▶ [Exercise goal] Take each line of the data that contains the string "Луначарского" and copy it.

▶ [Input for this task]
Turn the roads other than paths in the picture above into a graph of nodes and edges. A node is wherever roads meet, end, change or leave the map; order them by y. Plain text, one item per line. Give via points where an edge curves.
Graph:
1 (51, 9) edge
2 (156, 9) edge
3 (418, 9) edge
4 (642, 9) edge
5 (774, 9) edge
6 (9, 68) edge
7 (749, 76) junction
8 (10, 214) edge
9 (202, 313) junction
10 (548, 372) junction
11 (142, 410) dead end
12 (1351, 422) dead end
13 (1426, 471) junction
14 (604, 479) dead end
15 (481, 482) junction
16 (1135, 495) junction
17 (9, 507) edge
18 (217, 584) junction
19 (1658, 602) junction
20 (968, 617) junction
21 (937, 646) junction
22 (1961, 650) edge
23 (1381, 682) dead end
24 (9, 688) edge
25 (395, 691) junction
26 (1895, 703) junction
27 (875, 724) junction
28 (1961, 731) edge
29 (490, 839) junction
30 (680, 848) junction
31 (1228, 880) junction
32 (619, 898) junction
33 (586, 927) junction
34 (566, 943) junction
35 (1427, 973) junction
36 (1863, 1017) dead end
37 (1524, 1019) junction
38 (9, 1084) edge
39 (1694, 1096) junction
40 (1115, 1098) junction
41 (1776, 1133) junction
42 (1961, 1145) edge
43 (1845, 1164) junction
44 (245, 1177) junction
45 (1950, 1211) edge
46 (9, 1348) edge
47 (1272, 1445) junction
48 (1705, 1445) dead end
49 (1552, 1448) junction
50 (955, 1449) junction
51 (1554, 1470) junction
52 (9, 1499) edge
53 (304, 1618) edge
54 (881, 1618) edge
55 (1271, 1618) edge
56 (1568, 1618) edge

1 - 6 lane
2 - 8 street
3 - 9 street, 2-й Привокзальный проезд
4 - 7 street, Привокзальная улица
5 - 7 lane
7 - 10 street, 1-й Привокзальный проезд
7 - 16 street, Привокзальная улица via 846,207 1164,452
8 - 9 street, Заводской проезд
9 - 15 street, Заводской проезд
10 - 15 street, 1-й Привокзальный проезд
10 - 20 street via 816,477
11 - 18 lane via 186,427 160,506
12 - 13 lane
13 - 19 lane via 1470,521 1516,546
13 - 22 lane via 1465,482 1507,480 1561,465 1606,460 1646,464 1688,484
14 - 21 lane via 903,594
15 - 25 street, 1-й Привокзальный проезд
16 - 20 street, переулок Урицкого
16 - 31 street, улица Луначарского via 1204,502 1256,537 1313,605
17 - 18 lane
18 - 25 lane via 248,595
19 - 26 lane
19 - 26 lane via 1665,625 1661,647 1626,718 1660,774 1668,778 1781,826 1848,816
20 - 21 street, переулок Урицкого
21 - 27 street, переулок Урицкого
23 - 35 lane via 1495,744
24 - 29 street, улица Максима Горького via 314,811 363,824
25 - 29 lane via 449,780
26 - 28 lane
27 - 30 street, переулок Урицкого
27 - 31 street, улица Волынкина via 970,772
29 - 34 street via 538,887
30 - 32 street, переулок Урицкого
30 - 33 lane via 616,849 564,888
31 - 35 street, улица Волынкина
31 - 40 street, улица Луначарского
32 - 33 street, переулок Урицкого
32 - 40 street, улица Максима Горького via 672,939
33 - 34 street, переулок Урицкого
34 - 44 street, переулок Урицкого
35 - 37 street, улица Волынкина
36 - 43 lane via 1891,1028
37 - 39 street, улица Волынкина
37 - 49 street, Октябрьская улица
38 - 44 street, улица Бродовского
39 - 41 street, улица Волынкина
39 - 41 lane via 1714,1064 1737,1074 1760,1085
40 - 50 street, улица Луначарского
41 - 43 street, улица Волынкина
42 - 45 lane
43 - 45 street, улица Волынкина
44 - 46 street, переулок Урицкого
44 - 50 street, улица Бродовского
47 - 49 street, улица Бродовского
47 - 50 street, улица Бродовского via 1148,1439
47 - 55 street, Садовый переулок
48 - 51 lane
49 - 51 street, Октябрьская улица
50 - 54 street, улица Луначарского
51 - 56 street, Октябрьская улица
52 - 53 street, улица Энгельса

▶ [Answer box]
16 - 31 street, улица Луначарского via 1204,502 1256,537 1313,605
31 - 40 street, улица Луначарского
40 - 50 street, улица Луначарского
50 - 54 street, улица Луначарского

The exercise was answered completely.